## DATASET RECORDS
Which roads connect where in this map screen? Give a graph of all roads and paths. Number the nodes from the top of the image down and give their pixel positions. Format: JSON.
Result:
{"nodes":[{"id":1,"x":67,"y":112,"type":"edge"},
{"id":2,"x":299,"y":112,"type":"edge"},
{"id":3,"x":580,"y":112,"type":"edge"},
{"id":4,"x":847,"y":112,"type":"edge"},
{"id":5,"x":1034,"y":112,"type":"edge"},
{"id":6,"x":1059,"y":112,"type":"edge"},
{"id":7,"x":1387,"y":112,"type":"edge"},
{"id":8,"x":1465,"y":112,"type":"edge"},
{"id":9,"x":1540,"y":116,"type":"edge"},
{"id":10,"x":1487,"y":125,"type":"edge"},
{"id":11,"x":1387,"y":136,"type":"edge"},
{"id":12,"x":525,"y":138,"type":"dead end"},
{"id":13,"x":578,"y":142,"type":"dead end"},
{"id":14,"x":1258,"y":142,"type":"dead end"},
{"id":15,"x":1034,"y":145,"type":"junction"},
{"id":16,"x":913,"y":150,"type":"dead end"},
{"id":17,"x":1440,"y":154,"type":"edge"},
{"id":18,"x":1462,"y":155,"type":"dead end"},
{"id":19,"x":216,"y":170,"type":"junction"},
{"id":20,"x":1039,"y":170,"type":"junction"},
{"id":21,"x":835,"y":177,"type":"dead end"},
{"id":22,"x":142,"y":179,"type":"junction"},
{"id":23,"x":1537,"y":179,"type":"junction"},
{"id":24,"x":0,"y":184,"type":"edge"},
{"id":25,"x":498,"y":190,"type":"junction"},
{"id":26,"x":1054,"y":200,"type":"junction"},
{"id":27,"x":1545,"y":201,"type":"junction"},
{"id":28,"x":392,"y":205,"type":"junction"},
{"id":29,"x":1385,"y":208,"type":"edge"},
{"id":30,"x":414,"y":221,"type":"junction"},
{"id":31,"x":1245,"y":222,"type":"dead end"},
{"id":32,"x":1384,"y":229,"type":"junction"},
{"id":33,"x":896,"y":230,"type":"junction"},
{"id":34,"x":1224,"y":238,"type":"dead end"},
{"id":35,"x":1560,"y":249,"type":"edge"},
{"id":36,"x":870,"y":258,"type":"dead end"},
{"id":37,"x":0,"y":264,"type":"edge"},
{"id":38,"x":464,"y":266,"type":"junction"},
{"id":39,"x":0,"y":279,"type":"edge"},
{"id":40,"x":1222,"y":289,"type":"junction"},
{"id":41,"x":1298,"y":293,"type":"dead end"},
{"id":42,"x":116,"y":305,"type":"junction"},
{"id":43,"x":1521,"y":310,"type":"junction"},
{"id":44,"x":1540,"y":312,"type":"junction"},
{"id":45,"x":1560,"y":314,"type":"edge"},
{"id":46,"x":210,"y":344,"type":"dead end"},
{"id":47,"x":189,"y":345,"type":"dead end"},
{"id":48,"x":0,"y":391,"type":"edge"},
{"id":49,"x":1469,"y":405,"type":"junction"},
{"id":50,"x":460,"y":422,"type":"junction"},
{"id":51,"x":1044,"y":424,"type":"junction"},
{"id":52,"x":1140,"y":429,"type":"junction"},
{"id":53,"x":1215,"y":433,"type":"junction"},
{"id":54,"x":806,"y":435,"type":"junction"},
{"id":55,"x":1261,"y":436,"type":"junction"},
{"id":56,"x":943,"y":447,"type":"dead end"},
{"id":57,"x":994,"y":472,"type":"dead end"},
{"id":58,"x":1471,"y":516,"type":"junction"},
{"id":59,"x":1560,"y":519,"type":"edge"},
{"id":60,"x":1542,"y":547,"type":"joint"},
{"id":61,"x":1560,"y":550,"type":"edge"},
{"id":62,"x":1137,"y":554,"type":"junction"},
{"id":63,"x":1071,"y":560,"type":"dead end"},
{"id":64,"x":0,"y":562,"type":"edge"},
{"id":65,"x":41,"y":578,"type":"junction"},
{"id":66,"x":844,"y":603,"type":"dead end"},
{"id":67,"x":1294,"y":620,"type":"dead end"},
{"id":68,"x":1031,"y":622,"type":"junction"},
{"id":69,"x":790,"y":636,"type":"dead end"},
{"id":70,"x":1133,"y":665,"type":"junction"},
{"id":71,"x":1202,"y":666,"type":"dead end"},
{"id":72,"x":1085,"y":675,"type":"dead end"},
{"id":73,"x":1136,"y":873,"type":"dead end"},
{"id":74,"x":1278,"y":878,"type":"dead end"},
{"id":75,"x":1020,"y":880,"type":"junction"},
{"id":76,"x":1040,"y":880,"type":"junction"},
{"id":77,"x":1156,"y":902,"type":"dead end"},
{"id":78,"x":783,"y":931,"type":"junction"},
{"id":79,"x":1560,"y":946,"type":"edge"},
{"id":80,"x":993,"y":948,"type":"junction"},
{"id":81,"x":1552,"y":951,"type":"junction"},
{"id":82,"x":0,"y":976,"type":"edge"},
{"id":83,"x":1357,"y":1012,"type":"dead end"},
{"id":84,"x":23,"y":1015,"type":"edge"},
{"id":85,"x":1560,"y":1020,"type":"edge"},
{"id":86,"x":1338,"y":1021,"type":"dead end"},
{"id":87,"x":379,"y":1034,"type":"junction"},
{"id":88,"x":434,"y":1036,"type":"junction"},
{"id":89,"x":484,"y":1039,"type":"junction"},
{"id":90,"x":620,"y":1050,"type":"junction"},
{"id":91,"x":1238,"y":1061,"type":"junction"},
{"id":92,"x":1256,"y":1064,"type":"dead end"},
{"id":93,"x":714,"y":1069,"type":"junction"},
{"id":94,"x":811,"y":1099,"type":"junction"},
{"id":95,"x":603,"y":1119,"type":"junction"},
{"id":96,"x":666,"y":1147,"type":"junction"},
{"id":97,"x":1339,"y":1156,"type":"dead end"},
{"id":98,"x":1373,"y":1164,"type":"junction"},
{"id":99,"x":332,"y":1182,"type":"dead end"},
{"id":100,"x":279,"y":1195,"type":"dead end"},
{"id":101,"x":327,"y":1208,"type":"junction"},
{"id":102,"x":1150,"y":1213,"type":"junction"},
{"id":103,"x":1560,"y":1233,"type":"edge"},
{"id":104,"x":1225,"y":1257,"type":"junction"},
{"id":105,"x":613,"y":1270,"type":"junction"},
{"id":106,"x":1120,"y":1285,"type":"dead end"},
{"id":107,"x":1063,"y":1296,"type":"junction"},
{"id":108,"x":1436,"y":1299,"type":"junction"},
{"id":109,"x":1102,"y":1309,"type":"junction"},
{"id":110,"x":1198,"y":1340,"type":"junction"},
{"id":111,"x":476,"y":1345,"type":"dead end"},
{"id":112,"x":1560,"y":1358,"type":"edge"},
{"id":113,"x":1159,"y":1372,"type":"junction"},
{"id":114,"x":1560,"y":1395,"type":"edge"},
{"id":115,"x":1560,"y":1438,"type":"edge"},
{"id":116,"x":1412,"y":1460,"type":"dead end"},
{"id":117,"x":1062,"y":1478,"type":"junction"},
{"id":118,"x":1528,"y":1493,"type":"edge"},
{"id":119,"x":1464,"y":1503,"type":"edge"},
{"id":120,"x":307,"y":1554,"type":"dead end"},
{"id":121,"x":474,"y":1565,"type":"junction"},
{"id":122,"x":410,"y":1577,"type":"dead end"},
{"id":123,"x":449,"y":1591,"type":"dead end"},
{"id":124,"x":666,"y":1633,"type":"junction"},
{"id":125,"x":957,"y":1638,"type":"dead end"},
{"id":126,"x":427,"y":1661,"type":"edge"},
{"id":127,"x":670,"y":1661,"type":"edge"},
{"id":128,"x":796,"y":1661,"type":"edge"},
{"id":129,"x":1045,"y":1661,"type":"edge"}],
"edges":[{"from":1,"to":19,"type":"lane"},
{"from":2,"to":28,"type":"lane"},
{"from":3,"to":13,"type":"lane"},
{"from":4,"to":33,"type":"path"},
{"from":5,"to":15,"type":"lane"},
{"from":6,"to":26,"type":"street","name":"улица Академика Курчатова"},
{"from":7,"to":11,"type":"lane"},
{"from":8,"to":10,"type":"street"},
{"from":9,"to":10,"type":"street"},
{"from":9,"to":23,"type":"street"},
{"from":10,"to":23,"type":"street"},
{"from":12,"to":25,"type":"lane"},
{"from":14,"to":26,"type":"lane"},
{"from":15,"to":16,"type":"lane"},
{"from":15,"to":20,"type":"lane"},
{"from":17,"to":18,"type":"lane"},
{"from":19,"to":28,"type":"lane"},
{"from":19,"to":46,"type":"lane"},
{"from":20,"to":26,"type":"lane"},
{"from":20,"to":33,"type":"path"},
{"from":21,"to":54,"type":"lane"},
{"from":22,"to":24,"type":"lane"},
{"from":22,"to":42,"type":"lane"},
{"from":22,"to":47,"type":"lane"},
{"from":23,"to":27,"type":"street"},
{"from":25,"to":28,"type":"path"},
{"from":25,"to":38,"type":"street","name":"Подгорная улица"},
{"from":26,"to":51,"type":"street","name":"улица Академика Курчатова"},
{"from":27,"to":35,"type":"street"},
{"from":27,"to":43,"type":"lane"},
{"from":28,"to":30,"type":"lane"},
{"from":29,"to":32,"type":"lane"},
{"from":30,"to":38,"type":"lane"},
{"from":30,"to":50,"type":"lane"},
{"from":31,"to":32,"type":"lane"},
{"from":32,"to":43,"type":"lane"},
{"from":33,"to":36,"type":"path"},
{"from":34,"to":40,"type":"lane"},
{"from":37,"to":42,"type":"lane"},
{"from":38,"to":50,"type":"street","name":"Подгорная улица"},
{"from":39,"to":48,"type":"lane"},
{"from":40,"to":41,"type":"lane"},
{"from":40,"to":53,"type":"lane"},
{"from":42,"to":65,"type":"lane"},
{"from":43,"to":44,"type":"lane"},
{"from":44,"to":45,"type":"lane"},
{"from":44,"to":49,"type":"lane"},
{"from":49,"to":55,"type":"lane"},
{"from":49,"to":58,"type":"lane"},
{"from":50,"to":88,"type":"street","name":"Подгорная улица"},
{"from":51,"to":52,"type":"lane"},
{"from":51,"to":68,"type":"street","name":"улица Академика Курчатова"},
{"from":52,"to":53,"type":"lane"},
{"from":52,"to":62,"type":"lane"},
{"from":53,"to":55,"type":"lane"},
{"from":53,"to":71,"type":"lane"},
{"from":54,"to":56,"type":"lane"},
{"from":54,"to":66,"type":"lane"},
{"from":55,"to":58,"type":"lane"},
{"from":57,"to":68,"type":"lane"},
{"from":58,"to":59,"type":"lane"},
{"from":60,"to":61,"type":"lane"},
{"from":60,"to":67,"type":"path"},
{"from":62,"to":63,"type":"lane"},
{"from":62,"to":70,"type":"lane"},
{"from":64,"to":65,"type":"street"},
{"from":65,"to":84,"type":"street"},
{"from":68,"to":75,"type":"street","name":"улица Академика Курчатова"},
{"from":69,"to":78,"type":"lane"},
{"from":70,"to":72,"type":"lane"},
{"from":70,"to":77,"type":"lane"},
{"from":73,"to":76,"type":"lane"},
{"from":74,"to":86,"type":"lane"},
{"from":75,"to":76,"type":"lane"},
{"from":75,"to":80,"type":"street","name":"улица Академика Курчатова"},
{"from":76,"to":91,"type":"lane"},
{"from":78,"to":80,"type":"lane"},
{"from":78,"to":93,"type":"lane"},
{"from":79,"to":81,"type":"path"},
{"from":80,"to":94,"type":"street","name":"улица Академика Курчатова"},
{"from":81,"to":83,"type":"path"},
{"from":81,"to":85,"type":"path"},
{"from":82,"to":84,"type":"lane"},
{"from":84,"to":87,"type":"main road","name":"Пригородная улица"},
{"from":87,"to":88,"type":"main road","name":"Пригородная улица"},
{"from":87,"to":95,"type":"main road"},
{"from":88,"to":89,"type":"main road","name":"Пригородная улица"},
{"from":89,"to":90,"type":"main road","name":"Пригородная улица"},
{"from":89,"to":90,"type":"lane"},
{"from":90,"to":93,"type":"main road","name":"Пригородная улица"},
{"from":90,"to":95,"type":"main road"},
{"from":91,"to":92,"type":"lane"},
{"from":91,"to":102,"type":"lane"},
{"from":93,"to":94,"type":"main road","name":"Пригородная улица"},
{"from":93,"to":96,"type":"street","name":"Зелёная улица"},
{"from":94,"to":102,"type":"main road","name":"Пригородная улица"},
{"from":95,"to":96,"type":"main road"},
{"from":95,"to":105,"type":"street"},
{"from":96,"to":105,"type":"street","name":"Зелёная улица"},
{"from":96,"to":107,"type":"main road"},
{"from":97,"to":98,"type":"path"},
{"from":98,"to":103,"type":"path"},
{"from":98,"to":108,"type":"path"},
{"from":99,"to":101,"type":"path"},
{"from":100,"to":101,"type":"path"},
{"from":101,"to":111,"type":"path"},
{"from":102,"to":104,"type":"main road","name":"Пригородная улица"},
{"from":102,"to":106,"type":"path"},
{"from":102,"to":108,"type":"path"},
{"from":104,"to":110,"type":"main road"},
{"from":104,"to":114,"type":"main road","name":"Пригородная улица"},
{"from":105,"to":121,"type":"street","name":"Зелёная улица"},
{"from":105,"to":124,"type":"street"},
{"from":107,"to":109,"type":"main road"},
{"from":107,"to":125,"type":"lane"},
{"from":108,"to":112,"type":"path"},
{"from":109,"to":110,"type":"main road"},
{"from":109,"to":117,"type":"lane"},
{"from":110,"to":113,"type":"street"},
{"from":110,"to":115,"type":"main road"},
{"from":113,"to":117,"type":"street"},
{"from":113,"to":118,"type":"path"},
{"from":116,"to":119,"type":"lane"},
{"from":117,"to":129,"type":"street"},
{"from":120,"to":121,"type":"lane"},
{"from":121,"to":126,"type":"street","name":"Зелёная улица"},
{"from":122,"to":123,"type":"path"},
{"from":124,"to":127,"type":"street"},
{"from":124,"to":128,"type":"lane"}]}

## WORK REQUIRED
Please filter the entries above down to the lines holding "Зелёная" and copy them.

## ANSWER SECTION
{"from":93,"to":96,"type":"street","name":"Зелёная улица"},
{"from":96,"to":105,"type":"street","name":"Зелёная улица"},
{"from":105,"to":121,"type":"street","name":"Зелёная улица"},
{"from":121,"to":126,"type":"street","name":"Зелёная улица"},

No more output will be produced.